The contributor provides a great overview of this ubiquitous fungus which can infect a wide variety of hosts. A recent meta-analysis evaluated the clinical and diagnostic features of 43 dogs with pneumocystosis.10 Miniature dachshunds and cavalier King Charles spaniels were predisposed.10 Clinical signs were nonspecific and included weight loss, cough, dyspnea, and cyanosis, but, interestingly, most dogs had normal body temperature. 10 Hemogram changes include leukocytosis and neutrophilia.10 The authors found that hypogammaglobulinemia was useful in the diagnosis and reflects the inability of infected dogs to class-switch from IgM to IgG production.10 On necropsy, the lungs were firm or rubbery and discolored or pale. 10 Pneumothorax was uncommonly seen in these dogs but is a common finding in human infections.10 Cytologic examination of bronchoalevolar lavage fluid, the mainstay of diagnosis in humans, was insensitive and unreliable in this report; more sensitive antemortem diagnostics included fine needle aspirates of the lung and cytologic examination of tracheal swabs.10 Histologic findings included lymphohistiocytic interstitial pneumonia with type II pneumocyte hyperplasia and foamy to granular eosinophilic material filling alveolar lumens containing poorly-staining extracellular and intracellular trophozoites and cysts.10 GMS and PAS highlighted the cyst walls and confirmed the diagnosis.10 Advanced diagnostics that were useful in the meta-analysis include PCR, electron microscopy, and immunohistiochemistry.10
An uncommon complication of pneumocystis infection is disseminated spread, which was recently reported in a young adult toy poodle.7 In addition to the alveolar lumen, the fungus was found in the pulmonary interstitium and had spread to multiple lymph nodes, the liver, heart, spleen, pancreas, kidneys, and gastrointestinal tract.7 There was marked lymphoid depletion in multiple lymph nodes and the spleen.7 Based on the distribution pattern, the authors speculated that the fungus spread through lymphatics.7 The dog may have been immunodeficient due to a prolonged course of corticosteroids or due to a underlying immunodeficiency.7
Conference participants discussed the gross photograph from this case; the pale patchy discoloration combined in an immunosuppressed animal (i.e. in a severe combined immunodeficiency in an Arab foal, or an NHP infected with SIV) is strongly suggestive of Pneumocystis pneumonia.

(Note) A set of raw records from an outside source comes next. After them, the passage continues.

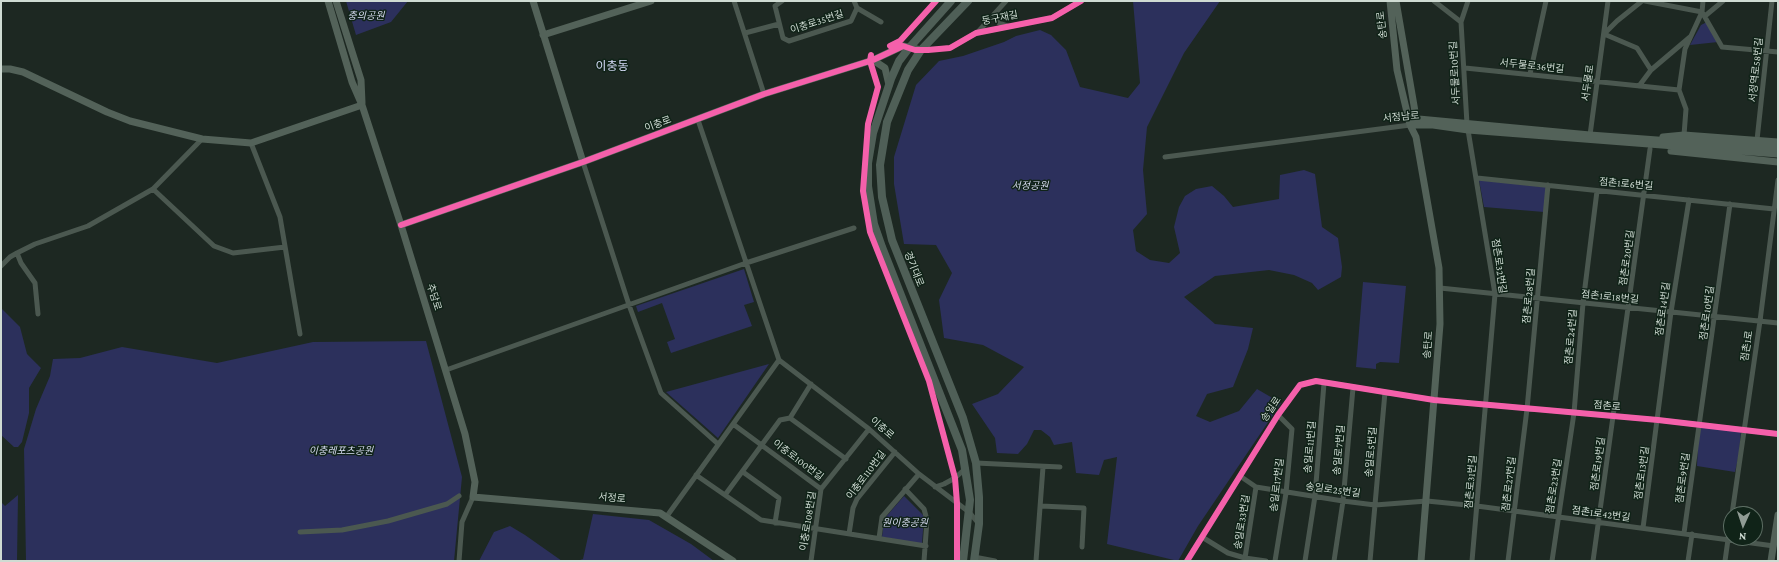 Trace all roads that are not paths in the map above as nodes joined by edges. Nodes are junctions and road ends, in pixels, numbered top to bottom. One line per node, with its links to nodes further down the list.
1 (328, 1): 49 (street, 추담로)
2 (336, 1): 49 (street, 추담로)
3 (533, 1): 33 (street)
4 (651, 1): 33 (street)
5 (734, 1): 30 (street)
6 (782, 1): 28 (street, 이충로35번길)
7 (854, 1): 24 (street, 이충로35번길)
8 (951, 1): 35 (main road)
9 (968, 1): 36 (main road, 경기대로)
10 (1006, 1): 23 (street)
11 (1081, 1): 29 (street, 둥구재길)
12 (1390, 1): 13 (street); 51 (street, 송탄로)
13 (1395, 1): 51 (street, 송탄로)
14 (1434, 1): 27 (street)
15 (1468, 1): 27 (street, 서두물로10번길)
16 (1546, 1): 43 (street)
17 (1608, 1): 32 (street, 서두물로)
18 (1642, 1): 32 (street)
19 (1645, 1): 25 (street)
20 (1703, 1): 25 (street)
21 (1723, 1): 25 (street)
22 (1772, 1): 37 (street, 서정역로58번길)
23 (1000, 6): 29 (street); 31 (street)
24 (857, 8): 26 (street); 28 (street, 이충로35번길)
25 (1704, 14): 34 (street); 37 (street)
26 (881, 22)
27 (1461, 22): 40 (street, 서두물로10번길)
28 (779, 24): 30 (street, 이충로35번길)
29 (1010, 26): 31 (street, 둥구재길)
30 (745, 33): 48 (street)
31 (976, 33): 36 (street, 둥구재길)
32 (1604, 34): 42 (street); 44 (street, 서두물로)
33 (543, 35): 64 (street)
34 (1690, 36): 42 (street); 47 (street)
35 (909, 48): 36 (street, 이충로); 39 (street, 이충로); 45 (main road)
36 (921, 50): 116 (main road, 경기대로)
37 (1767, 51): 38 (street); 56 (street, 서정역로58번길)
38 (1778, 52)
39 (873, 60): 45 (street); 48 (street, 이충로)
40 (1464, 68): 43 (street, 서두물로36번길); 52 (street, 서두물로10번길)
41 (1, 69): 55 (street)
42 (1651, 70): 46 (street)
43 (1530, 74): 44 (street, 서두물로36번길)
44 (1597, 82): 46 (street, 서두물로36번길); 53 (street, 서두물로)
45 (889, 85): 119 (main road)
46 (1639, 86): 47 (street, 서두물로36번길)
47 (1679, 90): 54 (street)
48 (764, 94): 50 (street, 이충로)
49 (362, 105): 59 (street); 75 (street, 추담로)
50 (698, 120): 64 (street, 이충로); 79 (street)
51 (1413, 124): 52 (street, 서정남로); 63 (street, 서정남로); 81 (street, 송탄로)
52 (1468, 127): 53 (street, 서정남로); 57 (street, 서정남로); 66 (street, 점촌로32번길)
53 (1590, 135): 57 (street, 서정남로)
54 (1684, 135): 56 (street); 57 (street)
55 (202, 139): 59 (street); 69 (street)
56 (1757, 140): 58 (street)
57 (1640, 142): 60 (street); 61 (street); 62 (street)
58 (1778, 142)
59 (251, 143): 77 (street)
60 (1650, 149): 65 (street); 71 (street, 점촌로20번길)
61 (1778, 149)
62 (1778, 154)
63 (1165, 157)
64 (583, 162): 75 (street, 이충로); 85 (street)
65 (1778, 162)
66 (1477, 178): 68 (street, 점촌1로6번길); 82 (street, 점촌로32번길)
67 (1778, 180): 74 (street, 점촌1로)
68 (1548, 185): 70 (street, 점촌1로6번길); 83 (street, 점촌로28번길)
69 (153, 190): 77 (street); 78 (street)
70 (1597, 191): 71 (street, 점촌1로6번길); 84 (street, 점촌로24번길)
71 (1645, 195): 72 (street, 점촌1로6번길); 86 (street, 점촌로20번길)
72 (1689, 200): 73 (street, 점촌1로6번길); 87 (street, 점촌로14번길)
73 (1730, 204): 74 (street, 점촌1로6번길); 89 (street, 점촌로10번길)
74 (1774, 209): 90 (street, 점촌1로)
75 (402, 225): 94 (street, 추담로)
76 (854, 228): 79 (street)
77 (285, 248): 92 (street)
78 (17, 253): 80 (street); 88 (street)
79 (746, 263): 85 (street); 93 (street)
80 (1, 266)
81 (1440, 288): 82 (street, 점촌1로18번길); 99 (street, 송탄로)
82 (1495, 294): 83 (street, 점촌1로18번길); 100 (street, 점촌로32번길)
83 (1538, 298): 84 (street, 점촌1로18번길); 101 (street, 점촌로28번길)
84 (1583, 303): 86 (street, 점촌1로18번길); 102 (street, 점촌로24번길)
85 (629, 305): 94 (street); 112 (street)
86 (1629, 308): 87 (street, 점촌1로18번길); 104 (street, 점촌로20번길)
87 (1671, 312): 89 (street, 점촌1로18번길); 106 (street, 점촌로14번길)
88 (38, 314)
89 (1715, 316): 90 (street, 점촌1로18번길); 108 (street, 점촌로10번길)
90 (1760, 321): 91 (street, 점촌1로18번길); 110 (street, 점촌1로)
91 (1778, 323)
92 (300, 334)
93 (779, 360): 96 (street, 이충로); 107 (street)
94 (446, 370): 132 (street, 추담로)
95 (1324, 383): 97 (street, 송일로); 103 (street, 송일로); 131 (street, 송일로11번길)
96 (811, 384): 105 (street, 이충로100번길); 109 (street, 이충로)
97 (1353, 388): 98 (street, 송일로); 133 (street, 송일로7번길)
98 (1386, 392): 99 (street, 송일로); 135 (street, 송일로5번길)
99 (1434, 400): 100 (street, 점촌로); 134 (street, 송탄로)
100 (1487, 405): 101 (street, 점촌로); 137 (street, 점촌로31번길)
101 (1527, 408): 102 (street, 점촌로); 139 (street, 점촌로27번길)
102 (1574, 413): 104 (street, 점촌로); 143 (street, 점촌로23번길)
103 (1278, 415): 123 (street, 송일로); 128 (street, 송일로17번길)
104 (1613, 417): 106 (street, 점촌로); 144 (street, 점촌로19번길)
105 (790, 418): 113 (street, 이충로100번길); 115 (street)
106 (1658, 420): 108 (street, 점촌로); 147 (street, 점촌로13번길)
107 (733, 424): 112 (street); 113 (street, 이충로100번길)
108 (1699, 425): 110 (street, 점촌로); 150 (street, 점촌로9번길)
109 (869, 429): 114 (street, 이충로); 115 (street, 이충로108번길)
110 (1744, 430): 111 (street, 점촌로); 138 (street, 점촌1로)
111 (1778, 434)
112 (718, 444): 122 (street)
113 (763, 445): 120 (street, 이충로100번길); 126 (street, 이충로100번길)
114 (895, 452): 121 (street, 이충로); 151 (street, 이충로110번길)
115 (846, 459): 126 (street, 이충로108번길)
116 (976, 463): 117 (street); 146 (main road, 경기대로)
117 (1043, 467): 118 (street); 136 (street)
118 (1060, 467)
119 (966, 468): 124 (street); 140 (main road)
120 (743, 472): 129 (street, 이충로100번길); 145 (street)
121 (919, 474): 124 (street, 이충로); 127 (street)
122 (696, 475): 129 (street); 142 (street)
123 (1240, 476): 125 (street, 송일로25번길); 153 (street, 송일로)
124 (935, 487): 140 (street, 이충로)
125 (1256, 487): 128 (street, 송일로25번길); 161 (street, 송일로33번길)
126 (821, 489): 148 (street, 이충로108번길)
127 (905, 489): 154 (street); 157 (street)
128 (1286, 493): 131 (street, 송일로25번길); 172 (street, 송일로17번길)
129 (725, 495): 145 (street)
130 (460, 496): 149 (street)
131 (1315, 496): 133 (street, 송일로25번길); 173 (street, 송일로11번길)
132 (473, 497): 142 (street, 서정로); 163 (street)
133 (1344, 501): 135 (street, 송일로25번길); 174 (street, 송일로7번길)
134 (1427, 501): 135 (street, 송일로25번길); 137 (street, 점촌1로42번길); 176 (street, 송탄로)
135 (1375, 505): 175 (street, 송일로5번길)
136 (1041, 506): 160 (street); 169 (street)
137 (1478, 506): 139 (street, 점촌1로42번길); 177 (street, 점촌로31번길)
138 (1733, 506)
139 (1515, 511): 143 (street, 점촌1로42번길); 178 (street, 점촌로27번길)
140 (969, 512): 146 (street, 이충로); 167 (main road)
141 (1778, 515): 159 (street)
142 (667, 516): 164 (street, 서정로)
143 (1558, 517): 144 (street, 점촌1로42번길); 179 (street, 점촌로23번길)
144 (1599, 522): 147 (street, 점촌1로42번길); 180 (street, 점촌로19번길)
145 (775, 523): 148 (street)
146 (979, 524): 162 (main road, 경기대로)
147 (1643, 528): 150 (street, 점촌1로42번길)
148 (815, 530): 151 (street); 165 (street, 이충로108번길)
149 (300, 532)
150 (1684, 533): 152 (street, 점촌1로42번길)
151 (849, 534): 154 (street)
152 (1692, 534): 155 (street, 점촌1로42번길); 181 (street)
153 (1202, 537): 161 (street, 송일로33번길); 170 (street, 송일로)
154 (879, 538): 157 (street)
155 (1723, 538)
156 (1763, 544): 159 (street, 점촌1로42번길)
157 (926, 546): 166 (street)
158 (1727, 546): 182 (street)
159 (1774, 546): 183 (street)
160 (1082, 547)
161 (1245, 558): 171 (street)
162 (974, 559): 168 (street)
163 (459, 561)
164 (733, 561)
165 (811, 561)
166 (924, 561)
167 (963, 561)
168 (995, 561)
169 (1036, 561)
170 (1187, 561)
171 (1266, 561)
172 (1275, 561)
173 (1305, 561)
174 (1334, 561)
175 (1370, 561)
176 (1421, 561)
177 (1472, 561)
178 (1508, 561)
179 (1552, 561)
180 (1593, 561)
181 (1688, 561)
182 (1724, 561)
183 (1771, 561)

- Alanio A, Bretagne S. Pneumocystis jirovecii detection in asymptomatic patients: what does its natural history tell us? F1000 Research. 2017; 6.
- Board KF, Patil S, Lebedeva I, et al. Experimental Pneumocystis carinii pneumonia in simian immunodeficiency virus–infected rhesus macaques. J Infect Dis. 2003;187(4): 576-588.
- Farrow, BRH, Watson, ADJ, Hartley, WJ, and Huxtable, CRR. Pneumocystis pneumonia in the dog. J Comp Path. 1972; 82(4): 447-453.
- Maxie, MG. Jubb, Kennedy & Palmer’s Pathology of Domestic Animals. Vol 2. Elsevier. 2015; 535-536.
- Morris A, Sciurba FC, Norris KA. Pneumocystis: a novel pathogen in chronic obstructive pulmonary disease? COPD. 2008;(1)5: 43-51.
- Ralph E, Reppas G, Halliday C, Krockenberge M, Malik R. Pneumocystis canis pneumonia in dogs. Microbiology Australia. 2015; 36:79-82.
- Sakashita T, Kaneko Y, Izzati U z, et al. Disseminated Pneumocystosis in a Toy Poodle. J Comp Pathol. 2020; 175: 85-89.
- Thomas C, Limper A. Current insights into the biology and pathogenesis of Pneumocystis pneumonia. Nat Rev Microbiol. 2007;5: 298–308.
- Watson PJ, Wotton P, Eastwood J, Swift ST, Jones B, Day MJ. Immunoglobulin deficiency in Cavalier King Charles spaniels with Pneumocystis pneumonia. J Vet Intern Med. 2006; 20(3): 523-527.
- Weissenbacher-Lang C, Fuchs-Baumgartiner A, Guija-De-Arespocachaga, Klang A, Weissenbock H, Kunzel F. Pneumocystosis in dogs: meta-analysis of 43 published cases including clinical signs, diagnostic procedures, and treatment. J Vet Diagn Invest. 2018; 30(1): 26-35.